▶ _BRIEF_
Print every entry below exactly, leaving out the pictures.

▶ _Collected data entries_
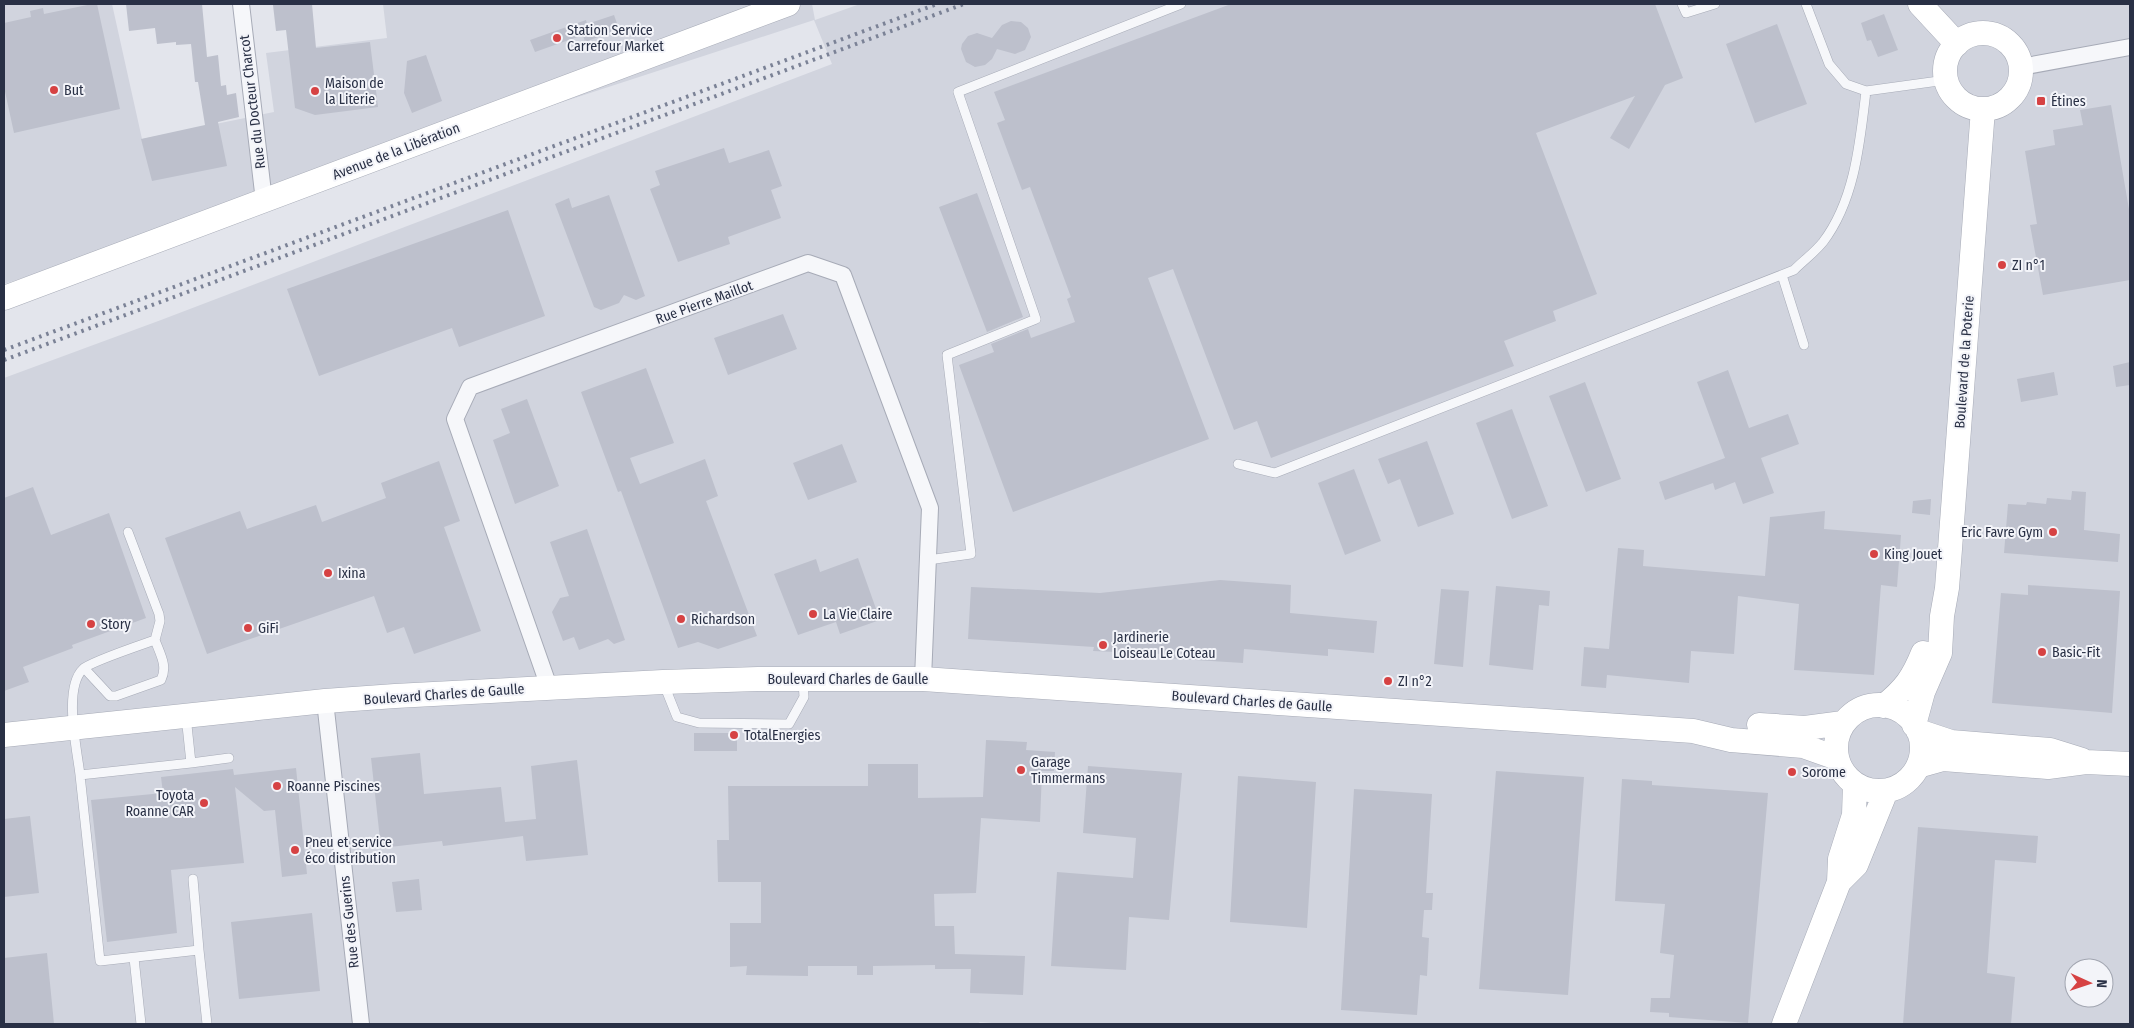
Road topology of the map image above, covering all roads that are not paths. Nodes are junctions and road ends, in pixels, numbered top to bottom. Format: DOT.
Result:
graph roads {
  1 [pos="241,4"];
  2 [pos="788,4"];
  3 [pos="1180,4"];
  4 [pos="1682,4"];
  5 [pos="1715,4"];
  6 [pos="1806,4"];
  7 [pos="1920,4"];
  8 [pos="1957,44"];
  9 [pos="2130,47"];
  10 [pos="2021,67"];
  11 [pos="1946,80"];
  12 [pos="1866,91"];
  13 [pos="1983,109"];
  14 [pos="264,200"];
  15 [pos="1782,275"];
  16 [pos="4,298"];
  17 [pos="1804,345"];
  18 [pos="1238,464"];
  19 [pos="128,532"];
  20 [pos="928,560"];
  21 [pos="1942,616"];
  22 [pos="155,640"];
  23 [pos="84,668"];
  24 [pos="803,679"];
  25 [pos="923,679"];
  26 [pos="663,682"];
  27 [pos="549,687"];
  28 [pos="325,702"];
  29 [pos="1884,706"];
  30 [pos="186,716"];
  31 [pos="1843,724"];
  32 [pos="75,727"];
  33 [pos="1916,728"];
  34 [pos="1693,731"];
  35 [pos="4,735"];
  36 [pos="229,758"];
  37 [pos="1837,758"];
  38 [pos="2086,762"];
  39 [pos="191,763"];
  40 [pos="2130,764"];
  41 [pos="1918,766"];
  42 [pos="80,775"];
  43 [pos="1855,784"];
  44 [pos="1886,791"];
  45 [pos="193,879"];
  46 [pos="1839,882"];
  47 [pos="199,950"];
  48 [pos="134,958"];
  49 [pos="141,1024"];
  50 [pos="207,1024"];
  51 [pos="361,1024"];
  52 [pos="1784,1024"];
  1 -- 14 [label="street, Rue du Docteur Charcot"];
  2 -- 14 [label="street, Avenue de la Libération"];
  3 -- 20 [label="lane"];
  4 -- 5 [label="lane"];
  6 -- 12 [label="lane"];
  7 -- 8 [label="street"];
  8 -- 10 [label="street"];
  8 -- 11 [label="street"];
  9 -- 10 [label="street"];
  10 -- 13 [label="street"];
  11 -- 12 [label="lane"];
  11 -- 13 [label="street"];
  12 -- 15 [label="lane"];
  13 -- 21 [label="street, Boulevard de la Poterie"];
  14 -- 16 [label="street, Avenue de la Libération"];
  15 -- 17 [label="lane"];
  15 -- 18 [label="lane"];
  19 -- 22 [label="lane"];
  20 -- 25 [label="street, Rue Pierre Maillot"];
  20 -- 27 [label="street, Rue Pierre Maillot"];
  21 -- 29 [label="street, Boulevard de la Poterie"];
  21 -- 33 [label="street, Boulevard de la Poterie"];
  22 -- 23 [label="lane"];
  22 -- 23 [label="lane"];
  23 -- 32 [label="lane"];
  24 -- 25 [label="street, Boulevard Charles de Gaulle"];
  24 -- 26 [label="street, Boulevard Charles de Gaulle"];
  24 -- 26 [label="lane"];
  25 -- 34 [label="street, Boulevard Charles de Gaulle"];
  26 -- 27 [label="street, Boulevard Charles de Gaulle"];
  27 -- 28 [label="street, Boulevard Charles de Gaulle"];
  28 -- 30 [label="street, Boulevard Charles de Gaulle"];
  28 -- 51 [label="street, Rue des Guerins"];
  29 -- 31 [label="street"];
  29 -- 33 [label="street"];
  30 -- 32 [label="street, Boulevard Charles de Gaulle"];
  30 -- 39 [label="lane"];
  31 -- 34 [label="street, Boulevard Charles de Gaulle"];
  31 -- 37 [label="street"];
  32 -- 35 [label="street, Boulevard Charles de Gaulle"];
  32 -- 42 [label="lane"];
  33 -- 38 [label="street"];
  33 -- 41 [label="street"];
  34 -- 37 [label="street, Boulevard Charles de Gaulle"];
  36 -- 39 [label="lane"];
  37 -- 43 [label="street"];
  38 -- 40 [label="street"];
  38 -- 41 [label="street"];
  39 -- 42 [label="lane"];
  41 -- 44 [label="street"];
  42 -- 48 [label="lane"];
  43 -- 44 [label="street"];
  43 -- 46 [label="street"];
  44 -- 46 [label="street"];
  45 -- 47 [label="lane"];
  46 -- 52 [label="street"];
  47 -- 48 [label="lane"];
  47 -- 50 [label="lane"];
  48 -- 49 [label="lane"];
}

▶ _FINAL ANSWER_
Road topology of the map image above, covering all roads that are not paths. Nodes are junctions and road ends, in pixels, numbered top to bottom. Format: DOT.
Result:
graph roads {
  1 [pos="241,4"];
  2 [pos="788,4"];
  3 [pos="1180,4"];
  4 [pos="1682,4"];
  5 [pos="1715,4"];
  6 [pos="1806,4"];
  7 [pos="1920,4"];
  8 [pos="1957,44"];
  9 [pos="2130,47"];
  10 [pos="2021,67"];
  11 [pos="1946,80"];
  12 [pos="1866,91"];
  13 [pos="1983,109"];
  14 [pos="264,200"];
  15 [pos="1782,275"];
  16 [pos="4,298"];
  17 [pos="1804,345"];
  18 [pos="1238,464"];
  19 [pos="128,532"];
  20 [pos="928,560"];
  21 [pos="1942,616"];
  22 [pos="155,640"];
  23 [pos="84,668"];
  24 [pos="803,679"];
  25 [pos="923,679"];
  26 [pos="663,682"];
  27 [pos="549,687"];
  28 [pos="325,702"];
  29 [pos="1884,706"];
  30 [pos="186,716"];
  31 [pos="1843,724"];
  32 [pos="75,727"];
  33 [pos="1916,728"];
  34 [pos="1693,731"];
  35 [pos="4,735"];
  36 [pos="229,758"];
  37 [pos="1837,758"];
  38 [pos="2086,762"];
  39 [pos="191,763"];
  40 [pos="2130,764"];
  41 [pos="1918,766"];
  42 [pos="80,775"];
  43 [pos="1855,784"];
  44 [pos="1886,791"];
  45 [pos="193,879"];
  46 [pos="1839,882"];
  47 [pos="199,950"];
  48 [pos="134,958"];
  49 [pos="141,1024"];
  50 [pos="207,1024"];
  51 [pos="361,1024"];
  52 [pos="1784,1024"];
  1 -- 14 [label="street, Rue du Docteur Charcot"];
  2 -- 14 [label="street, Avenue de la Libération"];
  3 -- 20 [label="lane"];
  4 -- 5 [label="lane"];
  6 -- 12 [label="lane"];
  7 -- 8 [label="street"];
  8 -- 10 [label="street"];
  8 -- 11 [label="street"];
  9 -- 10 [label="street"];
  10 -- 13 [label="street"];
  11 -- 12 [label="lane"];
  11 -- 13 [label="street"];
  12 -- 15 [label="lane"];
  13 -- 21 [label="street, Boulevard de la Poterie"];
  14 -- 16 [label="street, Avenue de la Libération"];
  15 -- 17 [label="lane"];
  15 -- 18 [label="lane"];
  19 -- 22 [label="lane"];
  20 -- 25 [label="street, Rue Pierre Maillot"];
  20 -- 27 [label="street, Rue Pierre Maillot"];
  21 -- 29 [label="street, Boulevard de la Poterie"];
  21 -- 33 [label="street, Boulevard de la Poterie"];
  22 -- 23 [label="lane"];
  22 -- 23 [label="lane"];
  23 -- 32 [label="lane"];
  24 -- 25 [label="street, Boulevard Charles de Gaulle"];
  24 -- 26 [label="street, Boulevard Charles de Gaulle"];
  24 -- 26 [label="lane"];
  25 -- 34 [label="street, Boulevard Charles de Gaulle"];
  26 -- 27 [label="street, Boulevard Charles de Gaulle"];
  27 -- 28 [label="street, Boulevard Charles de Gaulle"];
  28 -- 30 [label="street, Boulevard Charles de Gaulle"];
  28 -- 51 [label="street, Rue des Guerins"];
  29 -- 31 [label="street"];
  29 -- 33 [label="street"];
  30 -- 32 [label="street, Boulevard Charles de Gaulle"];
  30 -- 39 [label="lane"];
  31 -- 34 [label="street, Boulevard Charles de Gaulle"];
  31 -- 37 [label="street"];
  32 -- 35 [label="street, Boulevard Charles de Gaulle"];
  32 -- 42 [label="lane"];
  33 -- 38 [label="street"];
  33 -- 41 [label="street"];
  34 -- 37 [label="street, Boulevard Charles de Gaulle"];
  36 -- 39 [label="lane"];
  37 -- 43 [label="street"];
  38 -- 40 [label="street"];
  38 -- 41 [label="street"];
  39 -- 42 [label="lane"];
  41 -- 44 [label="street"];
  42 -- 48 [label="lane"];
  43 -- 44 [label="street"];
  43 -- 46 [label="street"];
  44 -- 46 [label="street"];
  45 -- 47 [label="lane"];
  46 -- 52 [label="street"];
  47 -- 48 [label="lane"];
  47 -- 50 [label="lane"];
  48 -- 49 [label="lane"];
}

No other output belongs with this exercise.